The only way to get leverage over massive technology companies is to ban them entirely, an international assembly of politicians heard on Tuesday.
“The most effective path to reform would be to shut down the platforms,” said Roger McNamee, the author of Zucked, a critical biography of Facebook founder Mark Zuckerberg.
The ban wouldn’t necessarily be permanent, but just until countries could get a handle on how data is being used to predict and manipulate behaviour among users, said McNamee. That kind of activity, particularly the manipulation of behaviour, is “repugnant,” he said.
McNamee pointed to Sri Lanka, which banned social media sites in the wake of a series of co-ordinated terrorist attacks, as an example. That ban lasted nine days and was an attempt to stop people from spreading misinformation, confusion and inciting violence in the days after the attacks.
McNamee’s proposal was just one of the ideas pitched at the International Grand Committee on Big Data, Privacy and Democracy held in Ottawa on Tuesday. The committee is part of a worldwide effort to bring massive companies like Google and Facebook to heel on such issues as privacy, hate speech and disinformation.
I guarantee you that sobers the mind and introduces a kind of prudence and conservatism into their behaviour
With Facebook CEO Mark Zuckerberg’s absence illustrated by an empty committee chair — a piece of Westminster theatre that also played out at the first meeting of the grand committee in the United Kingdom last fall — politicians considered the possibility of subjecting the social media magnate to personal liability for corporate decisions, a measure recommended by Research in Motion founder Jim Balsillie.
“I guarantee you that sobers the mind and introduces a kind of prudence and conservatism into their behaviour,” said Balsillie, who came to the hearing bearing an arsenal of ideas, including banning targeted advertising during the election campaign altogether.

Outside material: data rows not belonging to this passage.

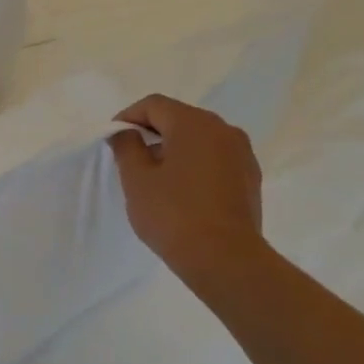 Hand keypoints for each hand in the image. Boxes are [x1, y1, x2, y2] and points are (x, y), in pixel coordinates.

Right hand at [108, 94, 266, 290]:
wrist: (225, 258)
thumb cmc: (173, 214)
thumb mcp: (136, 180)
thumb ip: (127, 147)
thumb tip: (126, 133)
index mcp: (193, 124)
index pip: (154, 105)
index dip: (128, 117)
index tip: (113, 139)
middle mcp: (223, 129)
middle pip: (179, 118)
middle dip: (152, 132)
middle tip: (130, 157)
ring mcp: (242, 153)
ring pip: (199, 139)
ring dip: (174, 148)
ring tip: (155, 177)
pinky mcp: (250, 177)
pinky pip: (215, 158)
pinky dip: (195, 164)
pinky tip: (182, 191)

“During elections we have a lot of things you’re not allowed to do for six or eight weeks. Just add that to the package,” said Balsillie.
The discussion about the ban comes on the heels of Google’s announcement that it can’t comply with the government’s new election advertising rules and will therefore not be running political ads in the 2019 election.
Balsillie’s proposal would effectively legislate what Google has chosen to do for technical reasons, although the company was castigated at a committee hearing about the decision.
“The one observation I would make is there are stringent expectations on commercial companies for data protection. What we’ve heard recurring from this committee and others over the years is that there should be similar obligations on parties,” said Colin McKay, Google’s head of public policy in Canada, referring to the fact that Canada’s political parties are not subject to any privacy rules. One of Balsillie’s six proposals was to bring political parties under some kind of privacy regime.
Balsillie said that if the big tech companies pull out of various jurisdictions due to regulation, as Google has done on election advertising, “that’s the best news possible.”
Politicians who use the platforms to reach out to voters were split on the issue.
“Personally I don’t have a problem if it’s banned on these platforms,” said New Democratic Party MP Charlie Angus, who is vice-chair of the privacy committee. Angus warned that any rules would have to extend to third-party groups, like Ontario Proud, a conservative Facebook page that has nearly half a million subscribers.
Liberal MP Nathaniel Erskine-Smith, who is also a vice-chair of the House privacy committee, said broad, issue-based targeting for political parties can be a good thing.
“If I know you care about climate change and I want you to know about my climate-change policy, then a targeted ad seems useful and important,” said Erskine-Smith.
The privacy committee had argued for even more transparency around political advertising that would allow people to see how the targeting mechanisms work, and Erskine-Smith said that could be a good compromise for political ads.
Facebook’s representative in Canada agreed that ads can be an important part of the democratic conversation.
“The parliament of Canada has been very clear that the right thing to do for regulating election advertisements online is to maximize transparency,” said Kevin Chan, the head of public policy for Facebook. “In many respects it would be easier, but digital advertising has been an incredibly democratizing force for businesses and campaigners.”
Facebook has pledged to comply with the government’s election advertising rules, but much of the committee revolved around Zuckerberg’s absence.
British MP Ian Lucas referred to his no-show as an “act of recidivism” and expressed frustration that he wasn’t present to answer questions about the Cambridge Analytica controversy.
“I’ve never seen a situation where a corporate head ignores a legal summons,” said Angus. The committee passed a motion allowing Zuckerberg and Sandberg to be formally issued a summons whenever they visit Canada “for any reason.”
If they come here “for a tech conference or to go fishing” they will be issued a summons, said Angus. If that summons is refused, the executives could be held in contempt.